_What to do:_ When a line in the data below includes "node", pick it out and copy it.

[Material for the task Boundary: Start]

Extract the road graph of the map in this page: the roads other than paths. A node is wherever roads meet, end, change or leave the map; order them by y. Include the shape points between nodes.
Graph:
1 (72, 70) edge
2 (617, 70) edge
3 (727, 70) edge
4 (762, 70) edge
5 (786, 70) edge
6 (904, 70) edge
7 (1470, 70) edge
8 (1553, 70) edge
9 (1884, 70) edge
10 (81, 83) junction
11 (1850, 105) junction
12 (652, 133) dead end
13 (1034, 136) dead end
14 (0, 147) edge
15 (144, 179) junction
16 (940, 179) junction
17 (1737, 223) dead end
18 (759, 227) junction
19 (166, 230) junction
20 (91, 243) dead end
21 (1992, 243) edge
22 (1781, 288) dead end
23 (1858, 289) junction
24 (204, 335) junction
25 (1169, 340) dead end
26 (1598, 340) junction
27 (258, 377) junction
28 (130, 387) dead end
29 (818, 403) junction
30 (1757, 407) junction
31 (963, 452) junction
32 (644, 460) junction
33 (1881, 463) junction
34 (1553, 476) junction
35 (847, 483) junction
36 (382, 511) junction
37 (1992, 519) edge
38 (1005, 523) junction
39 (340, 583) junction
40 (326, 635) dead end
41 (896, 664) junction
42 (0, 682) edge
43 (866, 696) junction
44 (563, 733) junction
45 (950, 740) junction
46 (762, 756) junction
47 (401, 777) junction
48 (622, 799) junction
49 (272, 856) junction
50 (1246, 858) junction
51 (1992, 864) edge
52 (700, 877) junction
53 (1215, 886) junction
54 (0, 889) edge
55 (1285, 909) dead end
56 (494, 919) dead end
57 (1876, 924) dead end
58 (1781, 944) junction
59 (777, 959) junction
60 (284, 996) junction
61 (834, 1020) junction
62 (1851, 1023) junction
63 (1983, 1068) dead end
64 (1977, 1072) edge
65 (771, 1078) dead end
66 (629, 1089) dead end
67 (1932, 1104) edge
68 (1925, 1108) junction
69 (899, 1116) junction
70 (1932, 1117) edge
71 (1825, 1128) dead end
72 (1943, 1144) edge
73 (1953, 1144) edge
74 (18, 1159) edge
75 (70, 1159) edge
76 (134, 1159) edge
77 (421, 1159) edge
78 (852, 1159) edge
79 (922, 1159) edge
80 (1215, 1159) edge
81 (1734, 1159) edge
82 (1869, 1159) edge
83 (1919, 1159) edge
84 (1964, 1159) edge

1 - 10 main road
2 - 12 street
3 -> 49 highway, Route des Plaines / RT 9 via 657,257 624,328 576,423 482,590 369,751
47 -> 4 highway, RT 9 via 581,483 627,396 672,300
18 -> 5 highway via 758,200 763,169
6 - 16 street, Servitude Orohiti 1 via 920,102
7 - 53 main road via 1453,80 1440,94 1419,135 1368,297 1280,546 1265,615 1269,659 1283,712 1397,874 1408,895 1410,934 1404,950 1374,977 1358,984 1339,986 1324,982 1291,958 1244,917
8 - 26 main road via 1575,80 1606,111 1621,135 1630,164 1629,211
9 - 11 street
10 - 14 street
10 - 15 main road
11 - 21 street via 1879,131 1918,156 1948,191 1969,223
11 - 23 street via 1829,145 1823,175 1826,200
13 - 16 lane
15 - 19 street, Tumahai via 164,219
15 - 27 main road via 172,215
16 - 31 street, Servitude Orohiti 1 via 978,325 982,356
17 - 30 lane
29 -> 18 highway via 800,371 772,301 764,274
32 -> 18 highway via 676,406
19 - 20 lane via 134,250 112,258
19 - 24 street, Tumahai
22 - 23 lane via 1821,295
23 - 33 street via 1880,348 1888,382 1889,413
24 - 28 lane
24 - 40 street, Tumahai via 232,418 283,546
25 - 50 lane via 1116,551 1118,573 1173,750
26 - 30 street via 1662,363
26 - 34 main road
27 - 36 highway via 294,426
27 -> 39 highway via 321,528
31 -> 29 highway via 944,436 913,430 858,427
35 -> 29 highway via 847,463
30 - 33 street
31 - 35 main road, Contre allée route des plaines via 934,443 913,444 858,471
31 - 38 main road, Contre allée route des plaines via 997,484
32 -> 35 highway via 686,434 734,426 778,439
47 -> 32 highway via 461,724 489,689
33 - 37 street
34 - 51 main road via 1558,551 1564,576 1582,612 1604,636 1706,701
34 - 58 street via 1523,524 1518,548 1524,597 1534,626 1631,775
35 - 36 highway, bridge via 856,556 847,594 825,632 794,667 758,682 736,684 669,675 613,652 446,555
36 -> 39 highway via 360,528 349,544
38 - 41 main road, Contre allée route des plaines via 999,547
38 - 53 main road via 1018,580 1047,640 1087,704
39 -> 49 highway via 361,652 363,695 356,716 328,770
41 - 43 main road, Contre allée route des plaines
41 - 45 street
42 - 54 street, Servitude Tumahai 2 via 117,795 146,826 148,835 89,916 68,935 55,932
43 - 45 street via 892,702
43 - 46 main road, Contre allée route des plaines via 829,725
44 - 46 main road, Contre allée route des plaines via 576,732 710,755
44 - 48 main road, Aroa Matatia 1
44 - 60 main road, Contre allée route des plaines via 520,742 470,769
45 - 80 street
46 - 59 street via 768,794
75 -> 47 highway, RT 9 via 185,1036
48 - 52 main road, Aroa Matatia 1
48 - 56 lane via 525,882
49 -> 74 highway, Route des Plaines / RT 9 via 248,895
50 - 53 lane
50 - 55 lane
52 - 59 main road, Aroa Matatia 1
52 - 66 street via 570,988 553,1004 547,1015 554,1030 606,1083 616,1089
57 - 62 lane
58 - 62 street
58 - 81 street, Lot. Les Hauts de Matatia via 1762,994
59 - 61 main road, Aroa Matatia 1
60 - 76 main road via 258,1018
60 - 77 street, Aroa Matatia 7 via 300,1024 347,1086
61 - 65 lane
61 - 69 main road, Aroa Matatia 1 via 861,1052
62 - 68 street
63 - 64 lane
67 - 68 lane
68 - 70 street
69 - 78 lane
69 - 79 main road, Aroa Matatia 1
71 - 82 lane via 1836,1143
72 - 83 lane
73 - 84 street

[Material for the task Boundary: End]
[Material for the task Boundary: Start]

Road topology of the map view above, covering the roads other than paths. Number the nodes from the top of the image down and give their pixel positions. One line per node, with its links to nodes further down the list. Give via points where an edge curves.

[Material for the task Boundary: End]

_Answer section:_
Extract the road graph of the map in this page: the roads other than paths. A node is wherever roads meet, end, change or leave the map; order them by y. Include the shape points between nodes.
Road topology of the map view above, covering the roads other than paths. Number the nodes from the top of the image down and give their pixel positions. One line per node, with its links to nodes further down the list. Give via points where an edge curves.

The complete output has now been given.